Justice of the North Dakota Supreme Court
- In office February 11, 1992 – January 1, 1993
- Appointed by: George A. Sinner
- Preceded by: H. F. Gierke III
- Succeeded by: Paul M. Sand
- In office June 1974 – January 9, 1975
- Appointed by: Arthur A. Link
- Preceded by: Obert C. Teigen
- Succeeded by: Dale V. Sandstrom

Personal details
- Born: March 28, 1938 (age 88)
- Alma mater: University of North Dakota (BA, JD)

= J. Philip Johnson =

American judge

J. Philip Johnson (born March 28, 1938) is an American attorney and jurist who served as a Justice of the North Dakota Supreme Court from 1974 to 1975 again in 1992. When not serving as justice of the state court, Johnson operated a private legal practice in Fargo, North Dakota.

== Early life and education ==
He was born in Minot, North Dakota and attended Minot State University before earning a Bachelor of Arts in philosophy from the University of North Dakota in 1960. He earned a Juris Doctor degree from the University of North Dakota School of Law in 1962.

== Career ==
Following admission to the State Bar Association of North Dakota, he was admitted to the Judge Advocate General's Corps, United States Army. After three years of active duty, including service in Washington, D.C. handling court martial appeals, he returned to North Dakota. He then joined a law firm in Fargo for several years and also served as Assistant State's Attorney for Cass County, North Dakota.

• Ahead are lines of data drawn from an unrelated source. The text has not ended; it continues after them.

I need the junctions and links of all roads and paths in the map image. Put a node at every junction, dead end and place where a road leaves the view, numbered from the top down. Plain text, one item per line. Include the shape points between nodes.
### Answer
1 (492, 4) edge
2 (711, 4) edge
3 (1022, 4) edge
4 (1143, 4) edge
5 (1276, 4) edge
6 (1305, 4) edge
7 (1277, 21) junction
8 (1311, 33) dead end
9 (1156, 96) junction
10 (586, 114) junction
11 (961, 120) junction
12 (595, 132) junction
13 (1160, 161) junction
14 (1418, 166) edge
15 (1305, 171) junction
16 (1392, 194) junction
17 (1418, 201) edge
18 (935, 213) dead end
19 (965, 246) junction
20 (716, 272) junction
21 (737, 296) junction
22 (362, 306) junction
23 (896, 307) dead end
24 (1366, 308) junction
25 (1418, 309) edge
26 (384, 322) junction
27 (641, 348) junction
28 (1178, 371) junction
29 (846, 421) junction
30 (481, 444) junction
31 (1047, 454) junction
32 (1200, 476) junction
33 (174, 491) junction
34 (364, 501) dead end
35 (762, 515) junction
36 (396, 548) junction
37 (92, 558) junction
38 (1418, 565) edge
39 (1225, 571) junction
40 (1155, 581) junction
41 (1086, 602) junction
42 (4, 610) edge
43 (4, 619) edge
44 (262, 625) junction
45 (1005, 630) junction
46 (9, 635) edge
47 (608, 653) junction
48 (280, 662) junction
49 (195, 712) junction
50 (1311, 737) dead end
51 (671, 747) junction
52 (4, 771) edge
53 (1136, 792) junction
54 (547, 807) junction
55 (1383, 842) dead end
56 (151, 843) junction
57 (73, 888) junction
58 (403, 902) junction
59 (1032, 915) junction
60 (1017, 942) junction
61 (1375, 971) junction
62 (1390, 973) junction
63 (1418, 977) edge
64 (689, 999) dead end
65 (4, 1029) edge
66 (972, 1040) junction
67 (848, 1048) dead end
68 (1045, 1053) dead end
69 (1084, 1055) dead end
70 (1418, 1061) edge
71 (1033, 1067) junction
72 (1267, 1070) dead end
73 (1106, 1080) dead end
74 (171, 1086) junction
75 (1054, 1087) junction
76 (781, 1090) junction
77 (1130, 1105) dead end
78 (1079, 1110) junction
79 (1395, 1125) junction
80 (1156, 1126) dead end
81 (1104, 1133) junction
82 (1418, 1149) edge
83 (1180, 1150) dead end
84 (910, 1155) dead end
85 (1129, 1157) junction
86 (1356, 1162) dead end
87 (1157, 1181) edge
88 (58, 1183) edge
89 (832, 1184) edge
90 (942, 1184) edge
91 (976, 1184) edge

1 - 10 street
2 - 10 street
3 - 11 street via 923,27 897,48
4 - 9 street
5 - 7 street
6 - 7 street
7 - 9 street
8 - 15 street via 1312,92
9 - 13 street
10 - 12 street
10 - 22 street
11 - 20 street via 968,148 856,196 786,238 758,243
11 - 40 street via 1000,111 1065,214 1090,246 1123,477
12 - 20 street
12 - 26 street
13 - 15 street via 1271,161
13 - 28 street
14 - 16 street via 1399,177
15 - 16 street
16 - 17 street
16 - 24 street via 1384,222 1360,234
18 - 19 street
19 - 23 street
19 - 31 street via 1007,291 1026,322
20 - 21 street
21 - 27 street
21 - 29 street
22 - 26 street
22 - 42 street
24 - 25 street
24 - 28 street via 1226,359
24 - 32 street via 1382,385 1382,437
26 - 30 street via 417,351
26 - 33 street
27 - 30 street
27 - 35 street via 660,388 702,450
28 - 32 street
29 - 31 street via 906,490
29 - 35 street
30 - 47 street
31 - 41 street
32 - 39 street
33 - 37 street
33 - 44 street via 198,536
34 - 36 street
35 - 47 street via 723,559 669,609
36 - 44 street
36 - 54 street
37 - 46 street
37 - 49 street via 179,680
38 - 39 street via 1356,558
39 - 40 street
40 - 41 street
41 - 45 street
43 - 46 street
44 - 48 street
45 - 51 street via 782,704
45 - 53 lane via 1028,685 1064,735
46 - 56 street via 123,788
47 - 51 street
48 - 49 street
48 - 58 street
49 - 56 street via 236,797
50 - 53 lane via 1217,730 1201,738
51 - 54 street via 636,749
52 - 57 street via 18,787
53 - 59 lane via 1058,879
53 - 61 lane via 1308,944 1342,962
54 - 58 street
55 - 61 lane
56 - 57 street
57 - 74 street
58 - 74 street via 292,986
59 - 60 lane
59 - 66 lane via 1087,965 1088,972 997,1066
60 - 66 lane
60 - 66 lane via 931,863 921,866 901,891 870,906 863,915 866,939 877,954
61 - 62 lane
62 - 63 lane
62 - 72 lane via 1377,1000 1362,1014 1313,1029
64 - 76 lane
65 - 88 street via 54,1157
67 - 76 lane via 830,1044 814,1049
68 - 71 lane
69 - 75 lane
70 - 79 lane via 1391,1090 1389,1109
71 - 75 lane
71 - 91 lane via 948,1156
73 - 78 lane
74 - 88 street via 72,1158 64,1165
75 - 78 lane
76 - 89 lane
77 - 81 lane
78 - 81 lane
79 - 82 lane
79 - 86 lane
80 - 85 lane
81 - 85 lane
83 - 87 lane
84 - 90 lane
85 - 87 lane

In June 1974, Johnson was appointed to the Supreme Court. He was defeated for re-election to a full term and left office on January 9, 1975, after serving for seven months. After the resignation of Justice H. F. Gierke III, Governor George A. Sinner appointed Johnson to the Court on February 11, 1992. He served until January 1, 1993, after an unsuccessful election bid to fill out the remaining term. Johnson then returned to private practice in the Fargo law firm of Wold Johnson, P.C.